### Activity
Without including any picture, write out the entries exactly as they stand.

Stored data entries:

• • • • • • •

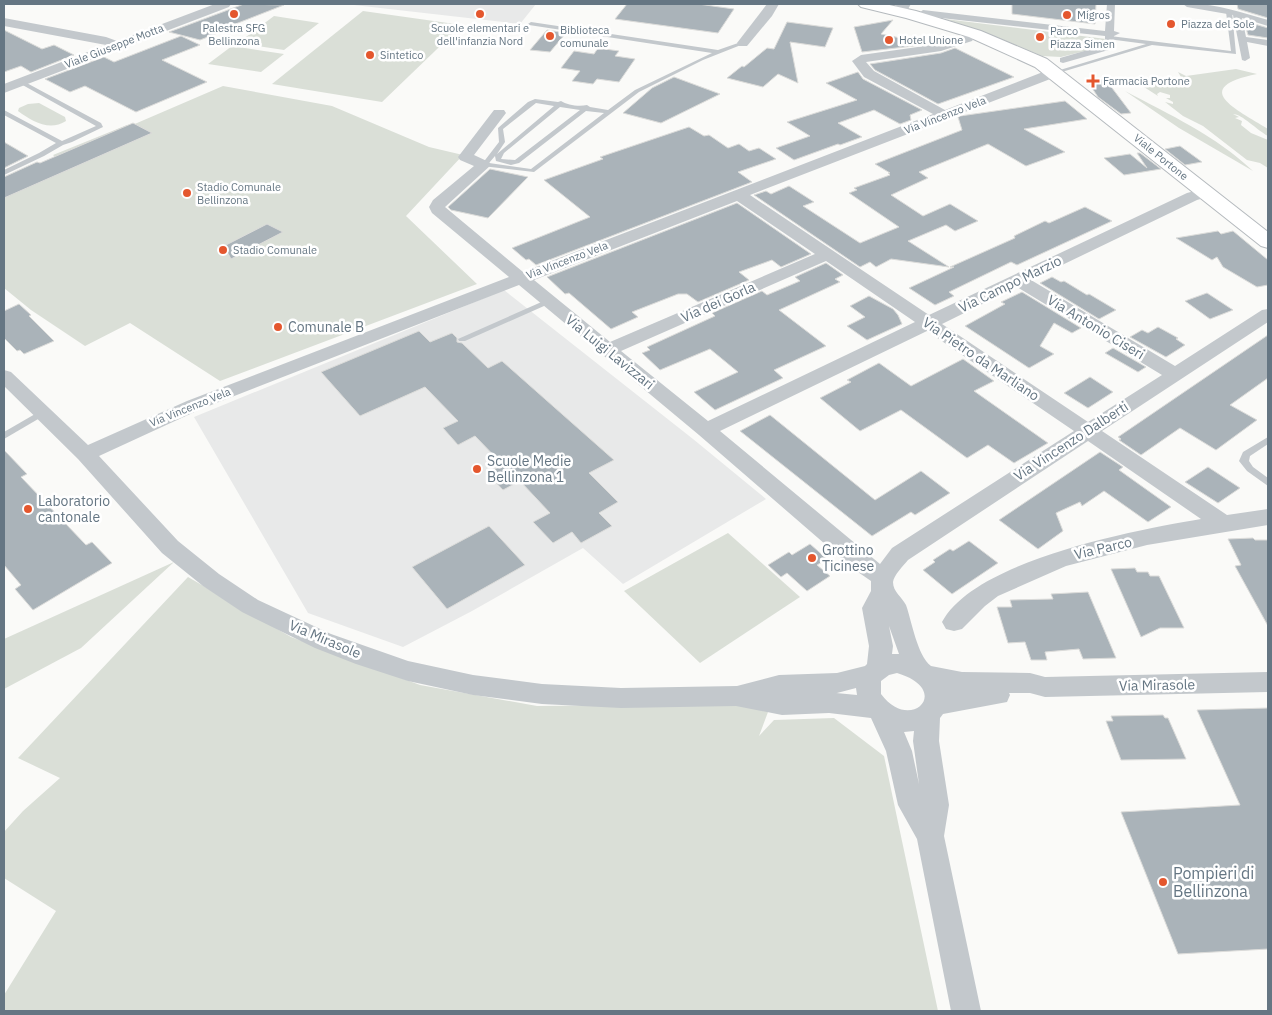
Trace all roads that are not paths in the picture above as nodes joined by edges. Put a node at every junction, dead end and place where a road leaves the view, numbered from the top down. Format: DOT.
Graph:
graph roads {
  1 [pos="225,4"];
  2 [pos="773,4"];
  3 [pos="1111,4"];
  4 [pos="1187,4"];
  5 [pos="883,7"];
  6 [pos="1230,10"];
  7 [pos="923,13"];
  8 [pos="4,22"];
  9 [pos="1268,23"];
  10 [pos="531,24"];
  11 [pos="34,28"];
  12 [pos="1112,35"];
  13 [pos="9,36"];
  14 [pos="968,38"];
  15 [pos="1242,39"];
  16 [pos="744,42"];
  17 [pos="1268,43"];
  18 [pos="116,45"];
  19 [pos="1150,45"];
  20 [pos="719,52"];
  21 [pos="1244,58"];
  22 [pos="1058,66"];
  23 [pos="21,82"];
  24 [pos="4,89"];
  25 [pos="562,103"];
  26 [pos="587,108"];
  27 [pos="4,112"];
  28 [pos="499,112"];
  29 [pos="609,112"];
  30 [pos="945,115"];
  31 [pos="60,143"];
  32 [pos="484,165"];
  33 [pos="4,173"];
  34 [pos="1206,193"];
  35 [pos="738,194"];
  36 [pos="1268,242"];
  37 [pos="828,254"];
  38 [pos="520,278"];
  39 [pos="1018,280"];
  40 [pos="549,302"];
  41 [pos="1268,314"];
  42 [pos="929,324"];
  43 [pos="462,339"];
  44 [pos="607,350"];
  45 [pos="1174,374"];
  46 [pos="4,376"];
  47 [pos="42,413"];
  48 [pos="706,430"];
  49 [pos="1088,431"];
  50 [pos="4,436"];
  51 [pos="1268,440"];
  52 [pos="85,454"];
  53 [pos="1268,483"];
  54 [pos="1268,517"];
  55 [pos="1223,523"];
  56 [pos="882,584"];
  57 [pos="954,622"];
  58 [pos="876,671"];
  59 [pos="923,672"];
  60 [pos="1268,682"];
  61 [pos="1045,687"];
  62 [pos="736,696"];
  63 [pos="932,710"];
  64 [pos="880,711"];
  65 [pos="930,836"];
  66 [pos="966,1011"];
  1 -- 18 [label="street, Viale Giuseppe Motta"];
  2 -- 16 [label="street"];
  3 -- 12 [label="street"];
  4 -- 6 [label="street"];
  5 -- 14 [label="main road, Viale Portone"];
  5 -- 22 [label="main road, Viale Portone"];
  6 -- 9 [label="street"];
  6 -- 12 [label="lane"];
  6 -- 15 [label="street"];
  7 -- 12 [label="street"];
  8 -- 11 [label="street"];
  10 -- 20 [label="lane"];
  11 -- 13 [label="street"];
  11 -- 18 [label="street"];
  12 -- 22 [label="street"];
  14 -- 22 [label="main road, Viale Portone"];
  14 -- 30 [label="street"];
  15 -- 17 [label="street"];
  15 -- 21 [label="street"];
  16 -- 20 [label="lane"];
  18 -- 23 [label="street, Viale Giuseppe Motta"];
  19 -- 22 [label="lane"];
  20 -- 29 [label="lane"];
  22 -- 30 [label="street, Via Vincenzo Vela"];
  22 -- 34 [label="main road, Viale Portone"];
  23 -- 24 [label="street, Viale Giuseppe Motta"];
  23 -- 31 [label="lane"];
  25 -- 26 [label="lane"];
  25 -- 26 [label="lane"];
  25 -- 32 [label="lane"];
  26 -- 29 [label="lane"];
  27 -- 31 [label="lane"];
  28 -- 32 [label="street"];
  29 -- 32 [label="lane"];
  30 -- 35 [label="street, Via Vincenzo Vela"];
  31 -- 33 [label="lane"];
  32 -- 38 [label="street, Via Luigi Lavizzari"];
  34 -- 36 [label="main road, Viale Portone"];
  34 -- 39 [label="street, Via Campo Marzio"];
  35 -- 37 [label="street, Via Pietro da Marliano"];
  35 -- 38 [label="street, Via Vincenzo Vela"];
  37 -- 42 [label="street, Via Pietro da Marliano"];
  37 -- 44 [label="street, Via dei Gorla"];
  38 -- 40 [label="street, Via Luigi Lavizzari"];
  38 -- 52 [label="street, Via Vincenzo Vela"];
  39 -- 42 [label="street, Via Campo Marzio"];
  39 -- 45 [label="street, Via Antonio Ciseri"];
  40 -- 43 [label="lane"];
  40 -- 44 [label="street, Via Luigi Lavizzari"];
  41 -- 45 [label="street, Via Vincenzo Dalberti"];
  42 -- 48 [label="street, Via Campo Marzio"];
  42 -- 49 [label="street, Via Pietro da Marliano"];
  44 -- 48 [label="street, Via Luigi Lavizzari"];
  45 -- 49 [label="street, Via Vincenzo Dalberti"];
  46 -- 47 [label="street, Via Mirasole"];
  47 -- 50 [label="lane"];
  47 -- 52 [label="street, Via Mirasole"];
  48 -- 56 [label="street, Via Luigi Lavizzari"];
  49 -- 55 [label="street, Via Pietro da Marliano"];
  49 -- 56 [label="street, Via Vincenzo Dalberti"];
  51 -- 53 [label="lane"];
  52 -- 62 [label="street, Via Mirasole"];
  54 -- 55 [label="street, Via Parco"];
  55 -- 57 [label="street, Via Parco"];
  56 -- 58 [label="street"];
  56 -- 59 [label="street, Via Luigi Lavizzari"];
  58 -- 59 [label="street"];
  58 -- 62 [label="street, Via Mirasole"];
  58 -- 64 [label="street"];
  59 -- 61 [label="street, Via Mirasole"];
  59 -- 63 [label="street"];
  60 -- 61 [label="street, Via Mirasole"];
  61 -- 63 [label="street, Via Mirasole"];
  62 -- 64 [label="street, Via Mirasole"];
  63 -- 64 [label="street"];
  63 -- 65 [label="street"];
  64 -- 65 [label="street"];
  65 -- 66 [label="street"];
}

• • • • • • •

### Exercise response
Trace all roads that are not paths in the picture above as nodes joined by edges. Put a node at every junction, dead end and place where a road leaves the view, numbered from the top down. Format: DOT.
Graph:
graph roads {
  1 [pos="225,4"];
  2 [pos="773,4"];
  3 [pos="1111,4"];
  4 [pos="1187,4"];
  5 [pos="883,7"];
  6 [pos="1230,10"];
  7 [pos="923,13"];
  8 [pos="4,22"];
  9 [pos="1268,23"];
  10 [pos="531,24"];
  11 [pos="34,28"];
  12 [pos="1112,35"];
  13 [pos="9,36"];
  14 [pos="968,38"];
  15 [pos="1242,39"];
  16 [pos="744,42"];
  17 [pos="1268,43"];
  18 [pos="116,45"];
  19 [pos="1150,45"];
  20 [pos="719,52"];
  21 [pos="1244,58"];
  22 [pos="1058,66"];
  23 [pos="21,82"];
  24 [pos="4,89"];
  25 [pos="562,103"];
  26 [pos="587,108"];
  27 [pos="4,112"];
  28 [pos="499,112"];
  29 [pos="609,112"];
  30 [pos="945,115"];
  31 [pos="60,143"];
  32 [pos="484,165"];
  33 [pos="4,173"];
  34 [pos="1206,193"];
  35 [pos="738,194"];
  36 [pos="1268,242"];
  37 [pos="828,254"];
  38 [pos="520,278"];
  39 [pos="1018,280"];
  40 [pos="549,302"];
  41 [pos="1268,314"];
  42 [pos="929,324"];
  43 [pos="462,339"];
  44 [pos="607,350"];
  45 [pos="1174,374"];
  46 [pos="4,376"];
  47 [pos="42,413"];
  48 [pos="706,430"];
  49 [pos="1088,431"];
  50 [pos="4,436"];
  51 [pos="1268,440"];
  52 [pos="85,454"];
  53 [pos="1268,483"];
  54 [pos="1268,517"];
  55 [pos="1223,523"];
  56 [pos="882,584"];
  57 [pos="954,622"];
  58 [pos="876,671"];
  59 [pos="923,672"];
  60 [pos="1268,682"];
  61 [pos="1045,687"];
  62 [pos="736,696"];
  63 [pos="932,710"];
  64 [pos="880,711"];
  65 [pos="930,836"];
  66 [pos="966,1011"];
  1 -- 18 [label="street, Viale Giuseppe Motta"];
  2 -- 16 [label="street"];
  3 -- 12 [label="street"];
  4 -- 6 [label="street"];
  5 -- 14 [label="main road, Viale Portone"];
  5 -- 22 [label="main road, Viale Portone"];
  6 -- 9 [label="street"];
  6 -- 12 [label="lane"];
  6 -- 15 [label="street"];
  7 -- 12 [label="street"];
  8 -- 11 [label="street"];
  10 -- 20 [label="lane"];
  11 -- 13 [label="street"];
  11 -- 18 [label="street"];
  12 -- 22 [label="street"];
  14 -- 22 [label="main road, Viale Portone"];
  14 -- 30 [label="street"];
  15 -- 17 [label="street"];
  15 -- 21 [label="street"];
  16 -- 20 [label="lane"];
  18 -- 23 [label="street, Viale Giuseppe Motta"];
  19 -- 22 [label="lane"];
  20 -- 29 [label="lane"];
  22 -- 30 [label="street, Via Vincenzo Vela"];
  22 -- 34 [label="main road, Viale Portone"];
  23 -- 24 [label="street, Viale Giuseppe Motta"];
  23 -- 31 [label="lane"];
  25 -- 26 [label="lane"];
  25 -- 26 [label="lane"];
  25 -- 32 [label="lane"];
  26 -- 29 [label="lane"];
  27 -- 31 [label="lane"];
  28 -- 32 [label="street"];
  29 -- 32 [label="lane"];
  30 -- 35 [label="street, Via Vincenzo Vela"];
  31 -- 33 [label="lane"];
  32 -- 38 [label="street, Via Luigi Lavizzari"];
  34 -- 36 [label="main road, Viale Portone"];
  34 -- 39 [label="street, Via Campo Marzio"];
  35 -- 37 [label="street, Via Pietro da Marliano"];
  35 -- 38 [label="street, Via Vincenzo Vela"];
  37 -- 42 [label="street, Via Pietro da Marliano"];
  37 -- 44 [label="street, Via dei Gorla"];
  38 -- 40 [label="street, Via Luigi Lavizzari"];
  38 -- 52 [label="street, Via Vincenzo Vela"];
  39 -- 42 [label="street, Via Campo Marzio"];
  39 -- 45 [label="street, Via Antonio Ciseri"];
  40 -- 43 [label="lane"];
  40 -- 44 [label="street, Via Luigi Lavizzari"];
  41 -- 45 [label="street, Via Vincenzo Dalberti"];
  42 -- 48 [label="street, Via Campo Marzio"];
  42 -- 49 [label="street, Via Pietro da Marliano"];
  44 -- 48 [label="street, Via Luigi Lavizzari"];
  45 -- 49 [label="street, Via Vincenzo Dalberti"];
  46 -- 47 [label="street, Via Mirasole"];
  47 -- 50 [label="lane"];
  47 -- 52 [label="street, Via Mirasole"];
  48 -- 56 [label="street, Via Luigi Lavizzari"];
  49 -- 55 [label="street, Via Pietro da Marliano"];
  49 -- 56 [label="street, Via Vincenzo Dalberti"];
  51 -- 53 [label="lane"];
  52 -- 62 [label="street, Via Mirasole"];
  54 -- 55 [label="street, Via Parco"];
  55 -- 57 [label="street, Via Parco"];
  56 -- 58 [label="street"];
  56 -- 59 [label="street, Via Luigi Lavizzari"];
  58 -- 59 [label="street"];
  58 -- 62 [label="street, Via Mirasole"];
  58 -- 64 [label="street"];
  59 -- 61 [label="street, Via Mirasole"];
  59 -- 63 [label="street"];
  60 -- 61 [label="street, Via Mirasole"];
  61 -- 63 [label="street, Via Mirasole"];
  62 -- 64 [label="street, Via Mirasole"];
  63 -- 64 [label="street"];
  63 -- 65 [label="street"];
  64 -- 65 [label="street"];
  65 -- 66 [label="street"];
}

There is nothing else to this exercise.